Oil steadies as risk of mideast strife ebbs before OPEC meeting

Tsuyoshi Inajima and Grant Smith April 17, 2018

NEW YORK (Bloomberg) -- Oil was little changed in New York, steadying after the biggest loss in more than a week as concerns about Middle East strife receded and hints that OPEC may further extend its output cuts have surfaced.

Geopolitical strife from Syria to Saudi Arabia led to a higher risk premium in the market last week, which is now deflating. At the same time, investors are gearing up for a Friday producer meeting in the midst of comments from Kuwait that OPEC and allied producers will discuss prolonging their deal to reduce output into 2019.

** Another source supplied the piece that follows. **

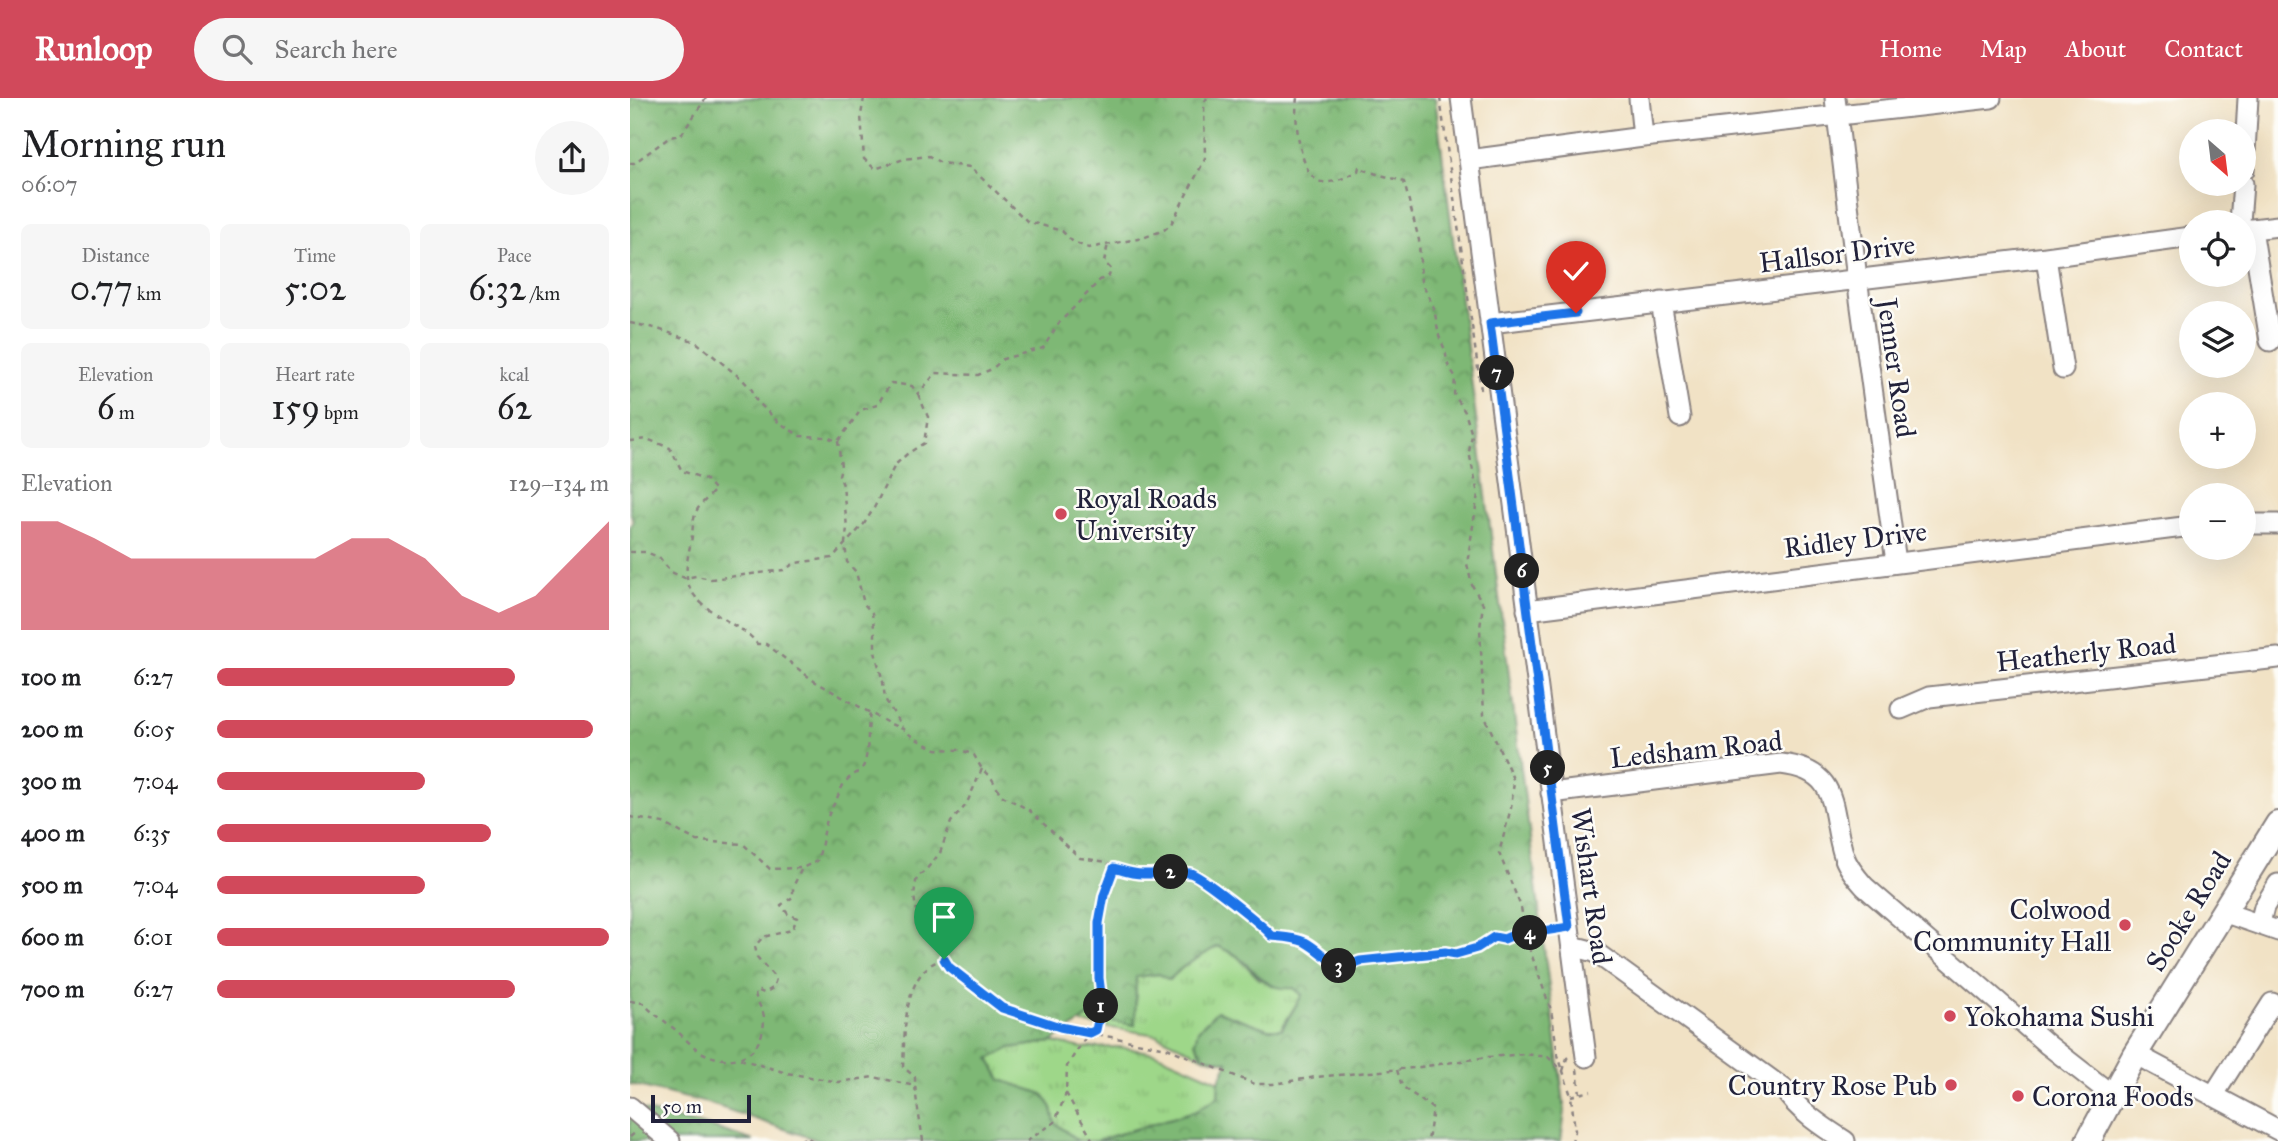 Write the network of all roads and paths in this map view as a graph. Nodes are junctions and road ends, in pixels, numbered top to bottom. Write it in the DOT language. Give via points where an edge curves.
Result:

“Some of the geopolitical risk we priced in last week because of the concerns about what was happening in the Middle East seems to be slowly ebbing out of the market, ” said Gene McGillian, a market research manager at Tradition Energy in Stamford, Connecticut. At the same time, “you’re also getting chatter that the OPEC members are considering extending the cuts. You should start to see some support soon.”

Energy ministers from Saudi Arabia, Russia, UAE, Oman, Algeria, Kuwait and others will attend a meeting Friday of a joint ministerial monitoring committee in Jeddah, according to a person familiar with the matter. This comes at a time when the U.S. is churning out output at record high levels. Production from the world’s most prolific oil play, the Permian Basin, is expected to set new records as drillers keep on adding more wells.

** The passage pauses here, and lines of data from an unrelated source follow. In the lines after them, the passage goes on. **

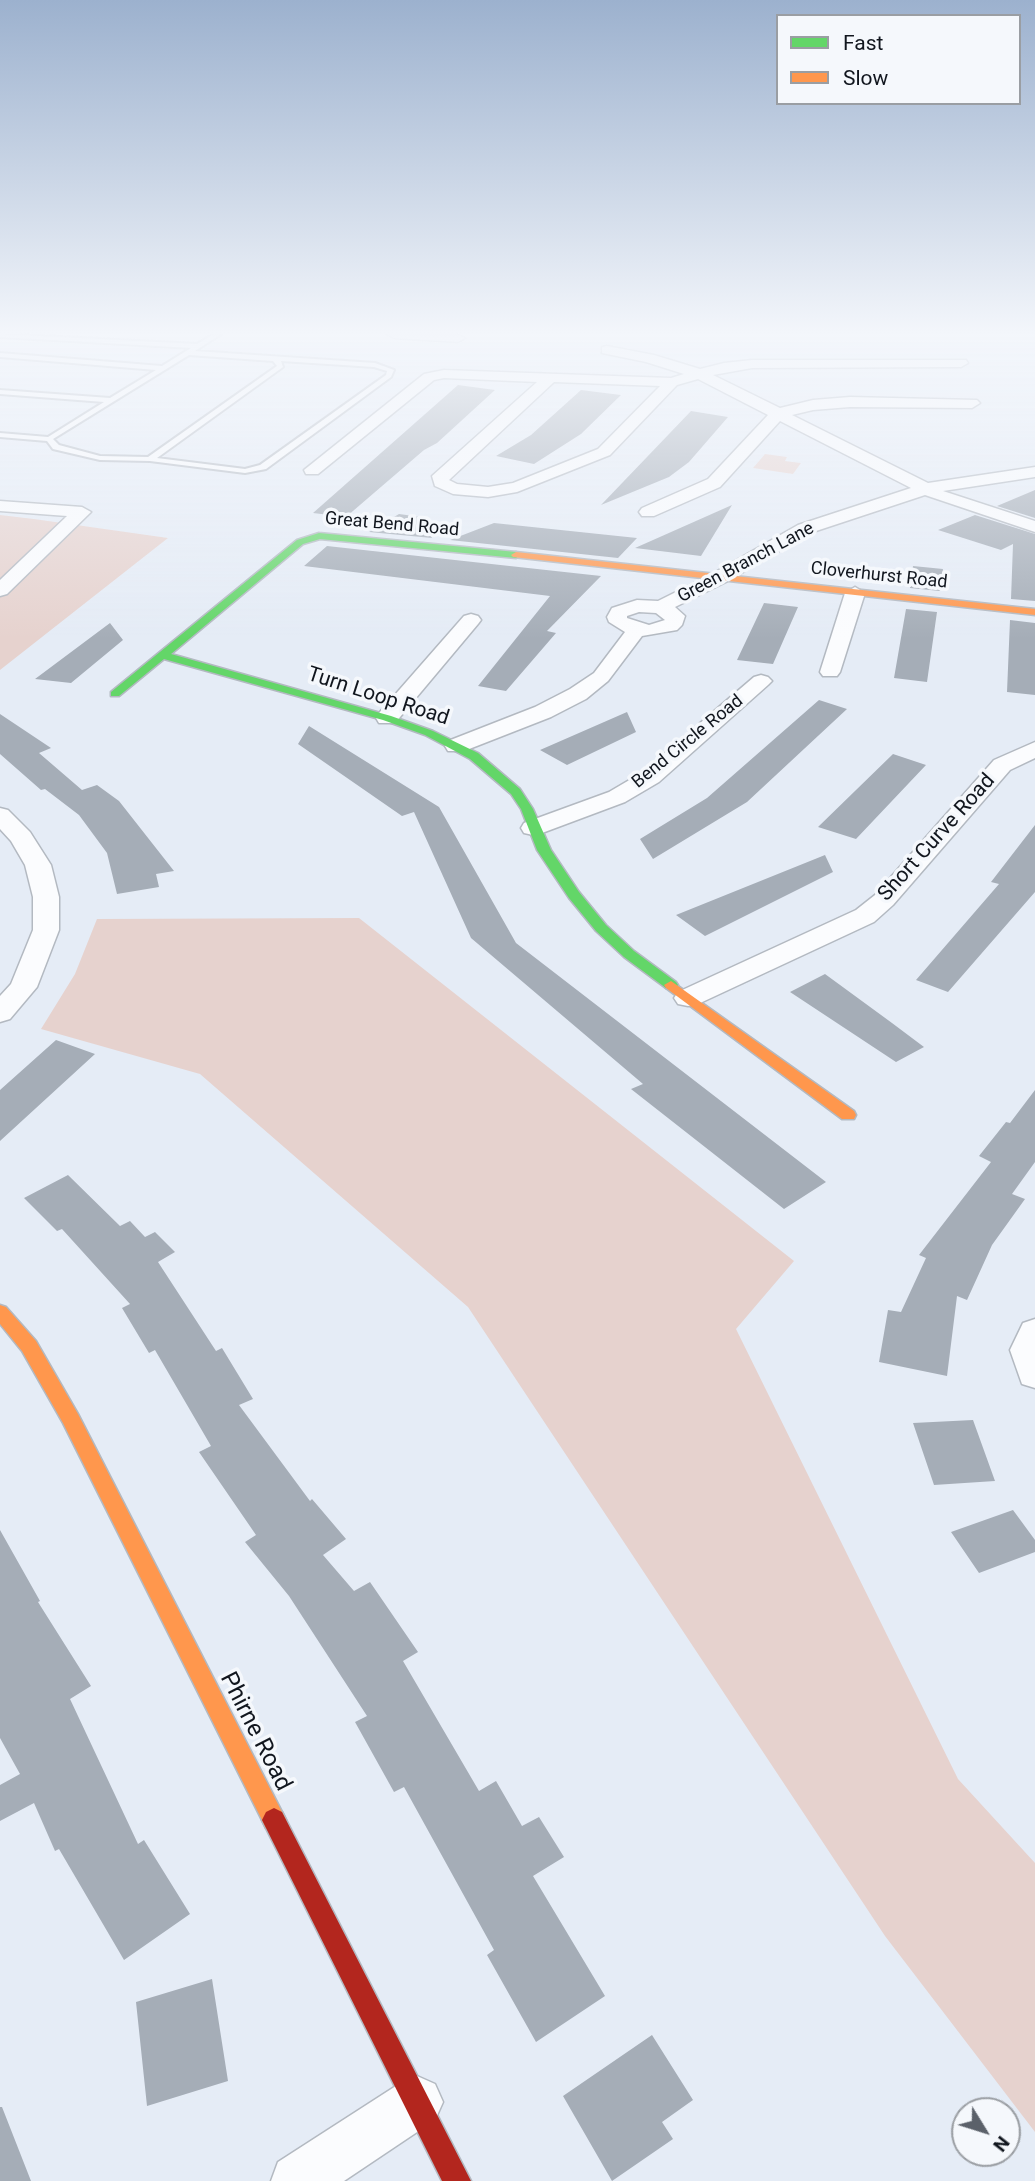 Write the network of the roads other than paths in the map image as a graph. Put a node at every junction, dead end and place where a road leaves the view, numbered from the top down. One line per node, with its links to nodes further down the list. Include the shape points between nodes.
1 (10, 436): 10 (lane)
2 (54, 436): 10 (lane)
3 (183, 436): 11 (lane)
4 (306, 436): 11 (lane, via 263,467 245,471)
5 (355, 436): 12 (street)
6 (485, 436): 7 (street, via 440,476 440,482 453,489 517,487 604,452)
7 (620, 436)
8 (756, 436): 16 (street, via 714,483)
9 (824, 436): 14 (street)
10 (49, 439): 11 (lane, via 56,447 100,458)
11 (150, 459)
12 (312, 470)
13 (1035, 472): 14 (street, Green Branch Lane)
14 (926, 489): 17 (street, via 961,505); 18 (street, Green Branch Lane, via 804,529)
15 (0, 506): 19 (street, via 82,512)
16 (648, 512)
17 (1035, 527)
18 (719, 578): 20 (street, Cloverhurst Road); 23 (street, Great Bend Road, via 319,536 300,542); 28 (street, Green Branch Lane, via 661,607 670,611 675,621 661,629 637,630 601,677 578,694)
19 (0, 590)
20 (855, 593): 21 (street, Cloverhurst Road); 24 (street)
21 (1035, 612)
22 (471, 620): 27 (street)
23 (163, 655): 26 (street, Great Bend Road); 27 (street, Turn Loop Road)
24 (830, 672)
25 (761, 681): 31 (street, Bend Circle Road, via 651,776 617,797)
26 (115, 694)
27 (387, 718): 28 (street, Turn Loop Road)
28 (456, 746): 31 (street, Turn Loop Road, via 516,792)
29 (1035, 749): 32 (street, Short Curve Road, via 1002,765 865,916)
30 (0, 815): 33 (street, via 38,865 46,897 46,930 23,987)
31 (533, 828): 32 (street, Turn Loop Road, via 557,872 601,928)
32 (688, 998): 34 (street, Turn Loop Road)
33 (0, 1013)
34 (848, 1115)
35 (0, 1312): 38 (street, Phirne Road, via 29,1346 71,1419)
36 (1035, 1332): 37 (street, via 1028,1350)
37 (1035, 1374)
38 (417, 2102): 39 (street); 40 (street, Phirne Road)
39 (297, 2181)
40 (457, 2181)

West Texas Intermediate for May delivery dropped $0.03 to $66.19/bbl on the New York Mercantile Exchange. Total volume traded Tuesday was about 25% above the 100-day average.

Brent for June settlement rose $0.21 to $71.57/bbl on the London-based ICE Futures Europe exchange. The global benchmark crude traded at a $5.30 premium to June WTI.

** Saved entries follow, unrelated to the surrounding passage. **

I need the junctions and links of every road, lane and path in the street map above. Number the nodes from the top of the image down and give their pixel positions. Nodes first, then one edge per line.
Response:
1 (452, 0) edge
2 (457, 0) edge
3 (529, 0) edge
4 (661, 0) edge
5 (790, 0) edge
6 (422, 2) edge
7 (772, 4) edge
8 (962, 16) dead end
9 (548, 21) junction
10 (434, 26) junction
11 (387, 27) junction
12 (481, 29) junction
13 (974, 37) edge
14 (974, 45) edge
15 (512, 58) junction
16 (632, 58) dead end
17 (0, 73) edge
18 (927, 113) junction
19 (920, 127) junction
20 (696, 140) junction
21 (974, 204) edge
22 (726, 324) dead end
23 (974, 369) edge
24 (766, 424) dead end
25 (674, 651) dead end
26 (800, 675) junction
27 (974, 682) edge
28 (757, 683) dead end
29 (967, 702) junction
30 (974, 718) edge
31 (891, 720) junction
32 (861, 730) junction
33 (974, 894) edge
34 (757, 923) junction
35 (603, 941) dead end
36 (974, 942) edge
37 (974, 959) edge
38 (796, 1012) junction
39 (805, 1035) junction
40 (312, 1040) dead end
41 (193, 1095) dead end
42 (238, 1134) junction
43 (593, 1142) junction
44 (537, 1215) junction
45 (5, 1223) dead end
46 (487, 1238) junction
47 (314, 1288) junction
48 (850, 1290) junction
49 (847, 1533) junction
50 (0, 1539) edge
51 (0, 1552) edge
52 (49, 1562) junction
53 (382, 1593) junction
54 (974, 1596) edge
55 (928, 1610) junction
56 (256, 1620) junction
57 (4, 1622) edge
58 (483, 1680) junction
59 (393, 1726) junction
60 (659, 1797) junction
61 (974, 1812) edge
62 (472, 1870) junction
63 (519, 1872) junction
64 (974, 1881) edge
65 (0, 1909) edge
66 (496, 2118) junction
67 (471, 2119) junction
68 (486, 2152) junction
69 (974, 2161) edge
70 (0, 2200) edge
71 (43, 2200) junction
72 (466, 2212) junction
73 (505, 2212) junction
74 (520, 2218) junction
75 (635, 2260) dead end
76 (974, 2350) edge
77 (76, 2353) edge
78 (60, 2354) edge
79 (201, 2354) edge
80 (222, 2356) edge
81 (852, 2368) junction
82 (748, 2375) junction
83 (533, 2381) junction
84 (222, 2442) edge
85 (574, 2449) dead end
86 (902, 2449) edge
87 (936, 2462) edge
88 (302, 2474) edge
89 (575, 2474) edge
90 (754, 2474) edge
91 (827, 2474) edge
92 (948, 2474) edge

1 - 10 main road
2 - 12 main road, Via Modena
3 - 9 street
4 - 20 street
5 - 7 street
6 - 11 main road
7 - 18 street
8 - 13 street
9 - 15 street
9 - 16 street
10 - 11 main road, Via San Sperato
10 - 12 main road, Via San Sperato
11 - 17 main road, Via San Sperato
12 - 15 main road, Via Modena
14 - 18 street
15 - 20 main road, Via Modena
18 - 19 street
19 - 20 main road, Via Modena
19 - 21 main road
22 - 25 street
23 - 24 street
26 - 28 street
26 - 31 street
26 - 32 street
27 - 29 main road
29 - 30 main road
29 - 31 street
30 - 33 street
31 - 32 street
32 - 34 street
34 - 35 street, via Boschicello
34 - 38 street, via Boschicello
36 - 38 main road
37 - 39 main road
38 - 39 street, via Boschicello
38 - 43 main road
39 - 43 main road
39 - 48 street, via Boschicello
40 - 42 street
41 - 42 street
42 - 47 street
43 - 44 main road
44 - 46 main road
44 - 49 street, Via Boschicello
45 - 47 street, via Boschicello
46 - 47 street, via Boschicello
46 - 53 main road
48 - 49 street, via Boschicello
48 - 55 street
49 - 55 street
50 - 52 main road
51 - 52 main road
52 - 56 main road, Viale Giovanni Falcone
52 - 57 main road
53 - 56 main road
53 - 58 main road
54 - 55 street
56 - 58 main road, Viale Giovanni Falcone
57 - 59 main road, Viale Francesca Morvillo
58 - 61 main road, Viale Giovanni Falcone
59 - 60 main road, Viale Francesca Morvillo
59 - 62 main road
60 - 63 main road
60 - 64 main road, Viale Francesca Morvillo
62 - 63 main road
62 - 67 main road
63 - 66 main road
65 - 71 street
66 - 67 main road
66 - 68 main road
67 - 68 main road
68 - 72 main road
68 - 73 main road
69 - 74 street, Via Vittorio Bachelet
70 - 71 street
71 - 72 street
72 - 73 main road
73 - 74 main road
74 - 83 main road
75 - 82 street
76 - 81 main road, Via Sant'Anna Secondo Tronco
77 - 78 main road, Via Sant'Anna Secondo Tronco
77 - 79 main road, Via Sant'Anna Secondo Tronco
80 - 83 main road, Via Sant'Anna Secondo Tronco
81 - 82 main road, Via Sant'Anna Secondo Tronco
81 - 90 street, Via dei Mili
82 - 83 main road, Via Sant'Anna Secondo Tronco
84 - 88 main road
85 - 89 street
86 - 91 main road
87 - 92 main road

Yuan-denominated futures for September delivery slid 0.7% to 425.1 yuan/bbl on the Shanghai International Energy Exchange.

The Bloomberg Dollar Spot Index rallied for the first day in three sessions.

OPEC and allied producers including Russia will consider maintaining their production limits beyond the end of the year when they meet in June to assess the market, Kuwait Oil Minister Bakheet Al-Rashidi said.

In the U.S., crude stockpiles probably fell by 600,000 bbl last week, according to the median estimate in the Bloomberg survey before government data is released on Wednesday. Stocks in Cushing, Oklahoma, the delivery point for WTI futures, probably shrank by 650,000 bbl last week after rising for five weeks through April 6.

The industry-funded American Petroleum Institute will release its weekly tally of inventories later on Tuesday.

Oil Market News

Gasoline futures rose 0.2% to $2.0432/gal on Tuesday. Oil prices are near levels that could prove harmful to OPEC and other producers as global markets tighten and a major supply crisis looms in Venezuela, the head of the International Energy Agency said. The global oil market may return to 2015 imbalance levels next year if the deal to cut oil output reached by OPEC and Russia is not extended beyond 2018, Rystad Energy CEO Jarand Rystad said at an industry event in Moscow.